Look through the data and write out every line with the word "nodes" in it.
[Input data]
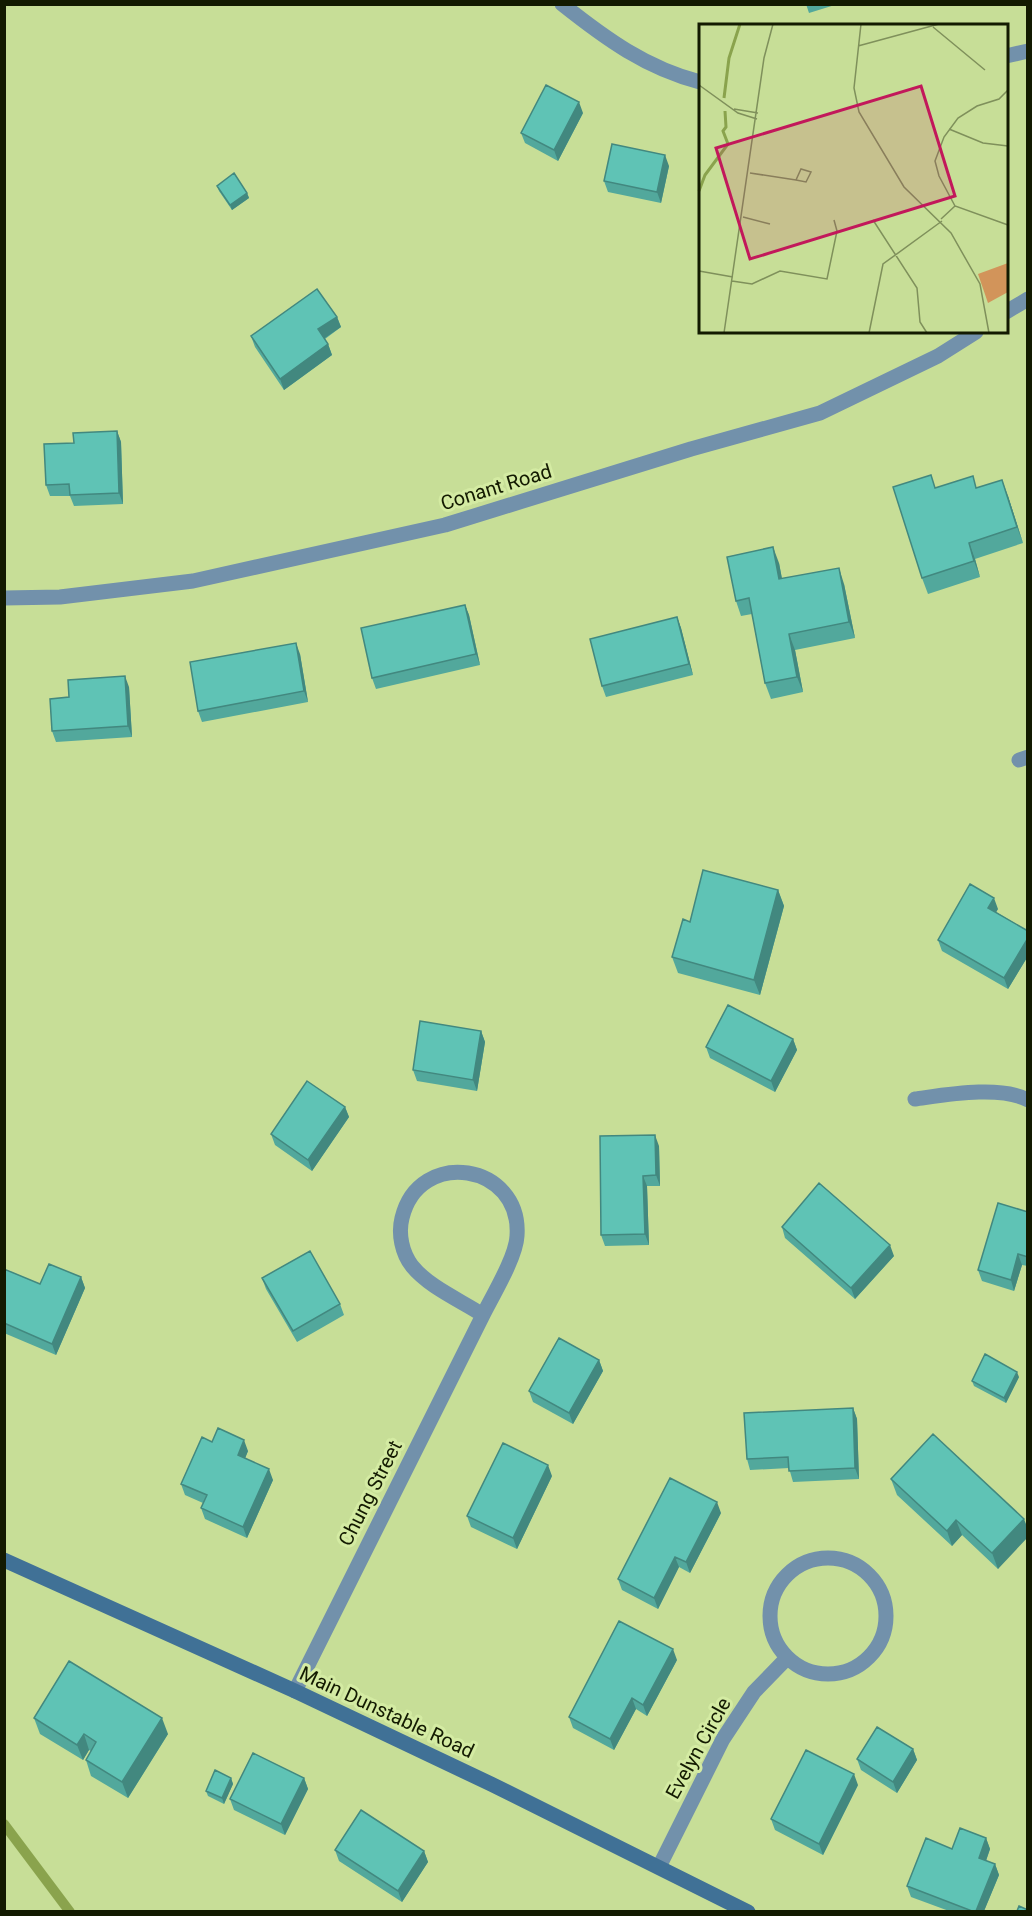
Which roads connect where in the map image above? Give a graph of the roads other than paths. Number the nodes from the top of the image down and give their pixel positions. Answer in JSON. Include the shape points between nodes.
{"nodes":[{"id":1,"x":562,"y":4,"type":"edge"},
{"id":2,"x":1028,"y":51,"type":"edge"},
{"id":3,"x":1008,"y":56,"type":"edge"},
{"id":4,"x":699,"y":82,"type":"edge"},
{"id":5,"x":1028,"y":299,"type":"edge"},
{"id":6,"x":1008,"y":311,"type":"edge"},
{"id":7,"x":974,"y":333,"type":"edge"},
{"id":8,"x":4,"y":598,"type":"edge"},
{"id":9,"x":915,"y":1100,"type":"dead end"},
{"id":10,"x":1028,"y":1100,"type":"edge"},
{"id":11,"x":483,"y":1315,"type":"junction"},
{"id":12,"x":4,"y":1560,"type":"edge"},
{"id":13,"x":787,"y":1658,"type":"junction"},
{"id":14,"x":295,"y":1691,"type":"junction"},
{"id":15,"x":659,"y":1867,"type":"junction"},
{"id":16,"x":748,"y":1911,"type":"edge"}],
"edges":[{"from":1,"to":4,"type":"street","via":[[635,58]]},
{"from":2,"to":3,"type":"street"},
{"from":5,"to":6,"type":"street"},
{"from":7,"to":8,"type":"street","name":"Conant Road","via":[[938,356],[820,413],[445,525],[194,581],[60,597]]},
{"from":9,"to":10,"type":"street","via":[[990,1092]]},
{"from":11,"to":11,"type":"street","name":"Chung Street","via":[[425,1279],[411,1265],[402,1246],[400,1226],[405,1206],[430,1179],[447,1173],[466,1172],[499,1187],[511,1201],[517,1219],[518,1238],[512,1255]]},
{"from":11,"to":14,"type":"street","name":"Chung Street"},
{"from":12,"to":14,"type":"main road","name":"Main Dunstable Road"},
{"from":13,"to":13,"type":"street","via":[[819,1674],[838,1674],[870,1657],[881,1642],[886,1607],[869,1574],[834,1557],[813,1559],[794,1568],[780,1582],[771,1601],[770,1621],[775,1641]]},
{"from":13,"to":15,"type":"street","name":"Evelyn Circle","via":[[754,1692],[723,1739]]},
{"from":14,"to":15,"type":"main road","name":"Main Dunstable Road"},
{"from":15,"to":16,"type":"main road","name":"Main Dunstable Road"}]}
[/Input data]
* Worked solution *
Which roads connect where in the map image above? Give a graph of the roads other than paths. Number the nodes from the top of the image down and give their pixel positions. Answer in JSON. Include the shape points between nodes.
{"nodes":[{"id":1,"x":562,"y":4,"type":"edge"},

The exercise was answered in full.